Many Endocrinologists believe that a single determination of eucortisolism or a single demonstration of appropriate suppression to dexamethasone excluded Cushing's syndrome, except in what was previously thought to be the rare patient with episodic or periodic Cushing's syndrome. We hypothesize that episodic Cushing's syndrome is relatively common and a single test assessing hypercortisolism may not be sufficient to accurately rule out or diagnose Cushing's syndrome and retrospectively examined the number of normal and abnormal tests assessing hypercortisolism performed on multiple occasions in 66 patients found to have mild and/or episodic Cushing's syndrome compared to a similar group of 54 patients evaluated for, but determined not to have Cushing's syndrome. We found that 65 of the 66 patients with Cushing's syndrome had at least one normal test of cortisol status and most patients had several normal tests. The probability of having Cushing's syndrome when one test was negative was 92% for 23:00 h salivary cortisol, 88% for 24-h UFC, 86% for 24-h 17OHS, and 54% for nighttime plasma cortisol. These results demonstrated that episodic hypercortisolism is highly prevalent in subjects with mild Cushing's syndrome and no single test was effective in conclusively diagnosing or excluding the condition. Rather, the paradigm for the diagnosis should be a careful history and physical examination and in those patients in whom mild Cushing's syndrome/disease is strongly suspected, multiple tests assessing hypercortisolism should be performed on subsequent occasions, especially when the patient is experiencing signs and symptoms of short-term hypercortisolism.

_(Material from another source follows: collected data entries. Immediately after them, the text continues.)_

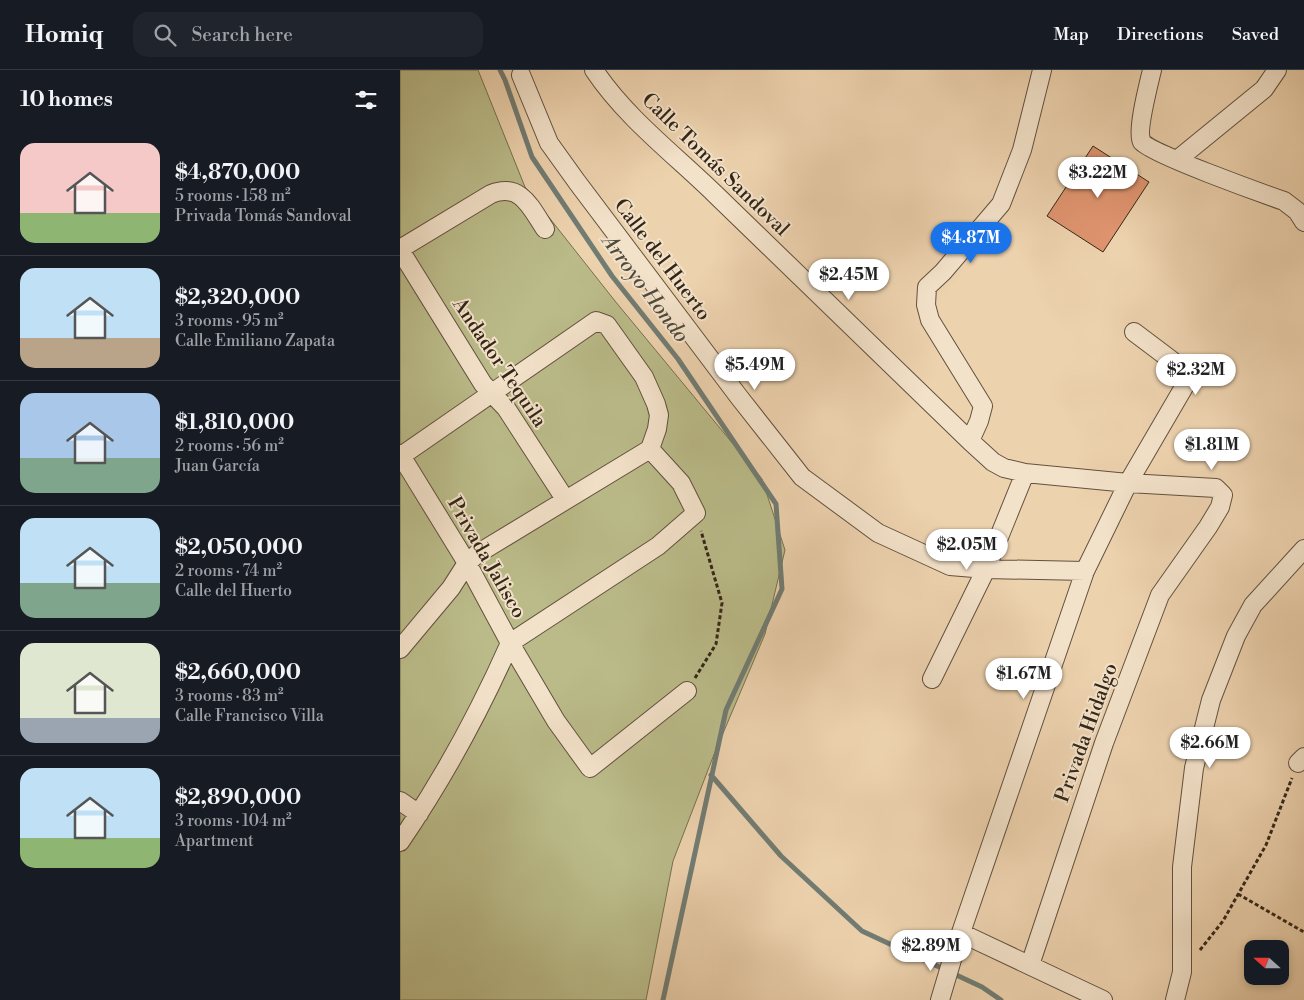 <!DOCTYPE html>
<meta charset="utf-8">
<style>
body{margin:0;font-family:"Libre Bodoni",serif;background:#20242c;color:#f1f3f6;height:100vh;display:flex;flex-direction:column;font-size:19px;white-space:nowrap}
*{box-sizing:border-box;margin:0}
p{font-size:16px;color:#9ea1a6}
.icon{flex:none;width:28px;height:28px;fill:none;stroke:currentColor;stroke-width:2;stroke-linecap:round;stroke-linejoin:round}
.map{position:relative;flex:1;overflow:hidden}
.panel{display:flex;flex-direction:column;background:#171b24;width:400px}
.panel>*{flex:none}
.needle{width:32px;rotate:291deg}
.buttons{position:absolute;left:844px;top:870px;display:grid;gap:10px}
.buttons a{display:grid;place-items:center;width:45px;height:45px;border-radius:10px;background:#171b24;box-shadow:0 2px 8px #0003;font-size:25px}
.price{position:absolute;translate:-50% -42px;padding:0 11px;border-radius:18px;background:#fff;color:#222;font-size:16px;line-height:32px;filter:drop-shadow(0 1px 2px #0008)}
.price::after{content:'';position:absolute;left:50%;top:30px;width:15px;height:11px;margin-left:-8px;background:inherit;clip-path:polygon(0 0,100% 0,50% 100%)}
.price.active{background:#1a73e8;color:#fff}
ul{padding:0;list-style:none}
li{display:flex;align-items:center;gap:15px;height:125px;padding:0 20px}
li+li{border-top:1px solid #363941}
li span{display:grid;place-items:center;flex:none;width:140px;height:100px;border-radius:15px;color:#555}
li>.icon{margin-inline-start:auto}
span .icon{width:60px;height:60px;fill:#fffc;stroke-width:1}
li b{font-size:21px}
h2{display:flex;justify-content:space-between;align-items:center;height:60px;padding:0 20px;font-size:21px}
header{display:flex;align-items:center;gap:30px;box-sizing:border-box;height:70px;padding:0 25px;background:#171b24;border-bottom:1px solid #363941}
header strong{font-size:24px}
nav{display:flex;gap:28px;margin-inline-start:auto;font-size:18px}
.search{width:350px;height:45px;background:#20242c;display:flex;align-items:center;gap:12px;box-sizing:border-box;padding:0 18px;border-radius:15px;color:#9ea1a6;font-size:19px}
main{display:flex;flex:1;min-height:0}
.map>svg:first-child{display:block}
.green{fill:#babb89;stroke:#767050}
.lines{fill:none;stroke-linecap:round;stroke-linejoin:round}
.stream{stroke:#717c73;stroke-width:5}
.building{fill:#df946f;stroke:#332618}
.minor-casing{stroke:#62513e;stroke-width:20}
.path{stroke:#332618;stroke-width:3;stroke-dasharray:4 2.5;stroke-linecap:butt}
.minor{stroke:#f3e2ca;stroke-width:18}
.labels{text-anchor:middle;dominant-baseline:central;stroke-width:4;stroke-linejoin:round;paint-order:stroke}
.street-label{font-size:20px;fill:#332618;stroke:#f3e2ca}
.water-label{font-size:21px;font-style:italic;fill:#4d4a3e;stroke:#f3e2ca}
</style>
<header>
<strong>Homiq</strong>
<div class="search"><svg class="icon" aria-label="search" viewBox="0 0 24 24"><circle cx="10" cy="10" r="6"/><path d="M15 15l6 6"/></svg>Search here</div>
<nav><a>Map</a><a>Directions</a><a>Saved</a></nav>
</header>
<main>
<section class="panel">
<h2>10 homes<svg class="icon" aria-label="filters" viewBox="0 0 24 24"><path d="M4 7h16M4 17h16"/><circle cx="9" cy="7" r="2"/><circle cx="15" cy="17" r="2"/></svg></h2>
<ul>
<li><span style="background:linear-gradient(#f6c9c9 70%,#8fb573 0)"><svg class="icon" aria-label="home" viewBox="0 0 24 24"><path d="M3 11l9-7 9 7M6 9v11h12V9"/></svg></span><div><b>$4,870,000</b><p>5 rooms · 158 m²</p><p>Privada Tomás Sandoval</p></div></li>
<li><span style="background:linear-gradient(#bfe0f5 70%,#b9a48a 0)"><svg class="icon" aria-label="home" viewBox="0 0 24 24"><path d="M3 11l9-7 9 7M6 9v11h12V9"/></svg></span><div><b>$2,320,000</b><p>3 rooms · 95 m²</p><p>Calle Emiliano Zapata</p></div></li>
<li><span style="background:linear-gradient(#a9c7e8 65%,#7fa58c 0)"><svg class="icon" aria-label="home" viewBox="0 0 24 24"><path d="M3 11l9-7 9 7M6 9v11h12V9"/></svg></span><div><b>$1,810,000</b><p>2 rooms · 56 m²</p><p>Juan García</p></div></li>
<li><span style="background:linear-gradient(#bfe0f5 65%,#7fa58c 0)"><svg class="icon" aria-label="home" viewBox="0 0 24 24"><path d="M3 11l9-7 9 7M6 9v11h12V9"/></svg></span><div><b>$2,050,000</b><p>2 rooms · 74 m²</p><p>Calle del Huerto</p></div></li>
<li><span style="background:linear-gradient(#dfe7d0 75%,#9aa5b1 0)"><svg class="icon" aria-label="home" viewBox="0 0 24 24"><path d="M3 11l9-7 9 7M6 9v11h12V9"/></svg></span><div><b>$2,660,000</b><p>3 rooms · 83 m²</p><p>Calle Francisco Villa</p></div></li>
<li><span style="background:linear-gradient(#bfe0f5 70%,#8fb573 0)"><svg class="icon" aria-label="home" viewBox="0 0 24 24"><path d="M3 11l9-7 9 7M6 9v11h12V9"/></svg></span><div><b>$2,890,000</b><p>3 rooms · 104 m²</p><p>Apartment</p></div></li>
</ul>
</section>
<div class="map">
<svg width="904" height="930" viewBox="0 0 904 930">
<rect width="100%" height="100%" fill="#edd2ae"/>
<filter id="stains"><feTurbulence type="fractalNoise" baseFrequency=".004" numOctaves="4"/><feColorMatrix values="0 0 0 0 .2 0 0 0 0 .09 0 0 0 0 .02 0 0 0 .5 -.17"/></filter>
<radialGradient id="worn" r=".72"><stop offset=".6" stop-color="#630" stop-opacity="0"/><stop offset="1" stop-color="#630" stop-opacity=".3"/></radialGradient>
<path class="green" d="M0,0H78L125,117L215,231L362,409L385,480L365,564L313,687L273,791L246,930H0Z"/>
<g class="lines">
<path class="stream" d="M100,0L105,10L132,87L212,206L278,289L376,434L382,519L326,640L263,930
M311,705L381,786L462,861L582,917L601,930"/>
</g>
<path class="building" d="M693,76L749,112L703,182L647,146Z"/>
<g class="lines">
<defs>
<path id="minor" d="M194,0C226,48 274,84 315,124C400,206 485,288 570,371L593,392L604,398L625,403L728,413L816,418L823,425L820,437L808,457L760,525L704,673L630,895
M752,0C749,13 736,62 742,72C749,83 864,124 884,131L897,141L904,152
M121,5L149,73L177,112L339,327L402,407L478,463L550,496L586,499L685,501
M777,90L864,19L877,0
M0,179L91,124C121,112 131,138 145,159
M0,180L83,314L106,338L165,429
M570,371L579,351L583,336L530,250L526,235L527,217L543,202L601,134L622,80L642,0
M0,384L67,493L110,573L156,651L190,698L287,621
M1,386L196,251L207,255L244,307L256,334L259,345L257,359L250,379
M110,573L258,476L296,443L281,413L250,379
M0,579L51,518L67,493L77,484L250,379
M532,609L586,499L625,403
M898,693L904,687
M0,731L19,744
M0,772C43,709 79,643 110,573
M561,863L703,930
M540,930L554,883L685,501L728,413L791,305L734,262
M775,930L782,902V797L794,698L811,630L836,566L853,535L904,479"/>
</defs>
<use href="#minor" class="minor-casing"/>
<path class="path" d="M295,608L316,574L322,533L301,461
M838,824L904,862
M800,880L823,851L866,775L892,708"/>
<use href="#minor" class="minor"/>
</g>
<g class="labels">
<g class="street-label">
<text transform="translate(315 95) rotate(44)">Calle Tomás Sandoval</text>
<text transform="translate(262 190) rotate(53)">Calle del Huerto</text>
<text transform="translate(99 293) rotate(56)">Andador Tequila</text>
<text transform="translate(86 488) rotate(60)">Privada Jalisco</text>
<text transform="translate(687 663) rotate(-70)">Privada Hidalgo</text>
</g>
<g class="water-label">
<text transform="translate(245 219) rotate(53)">Arroyo Hondo</text>
</g>
</g>
<rect width="100%" height="100%" filter="url(#stains)"/>
<rect width="100%" height="100%" fill="url(#worn)"/>
</svg>
<div class="buttons">
<a><svg class="needle" viewBox="-14 -14 28 28"><path d="M0-13l5 13h-10z" fill="#e53935"/><path d="M0 13l5-13h-10z" fill="#9ea1a6"/></svg></a>
</div>
<b class="price" style="left:698px;top:129px">$3.22M</b>
<b class="price active" style="left:571px;top:194px">$4.87M</b>
<b class="price" style="left:449px;top:231px">$2.45M</b>
<b class="price" style="left:355px;top:321px">$5.49M</b>
<b class="price" style="left:796px;top:326px">$2.32M</b>
<b class="price" style="left:812px;top:401px">$1.81M</b>
<b class="price" style="left:567px;top:501px">$2.05M</b>
<b class="price" style="left:624px;top:630px">$1.67M</b>
<b class="price" style="left:810px;top:699px">$2.66M</b>
<b class="price" style="left:531px;top:902px">$2.89M</b>
</div>
</main>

Division of Endocrinology, Metabolism, and Molecular Medicine, Charles Drew University of Medicine and Science, Los Angeles, CA, USA.
Name: Hormone and metabolic research = Hormon- und Stoffwechselforschung = Hormones et metabolisme
yeah, i dont consider that a new finding...jsut another finding that has been known by the community butt aken ages to figure out by the medicalsystem....im sure YOU knew this already -_-.
btw that's horrible that you were denied by nih.....i cant think of a peerson who could have had a more mutally beneficial case with them. youd make a great lab rat....lolo
It is newly published, at least.
Yeah, I would be a great rat except they only want them with one thing wrong.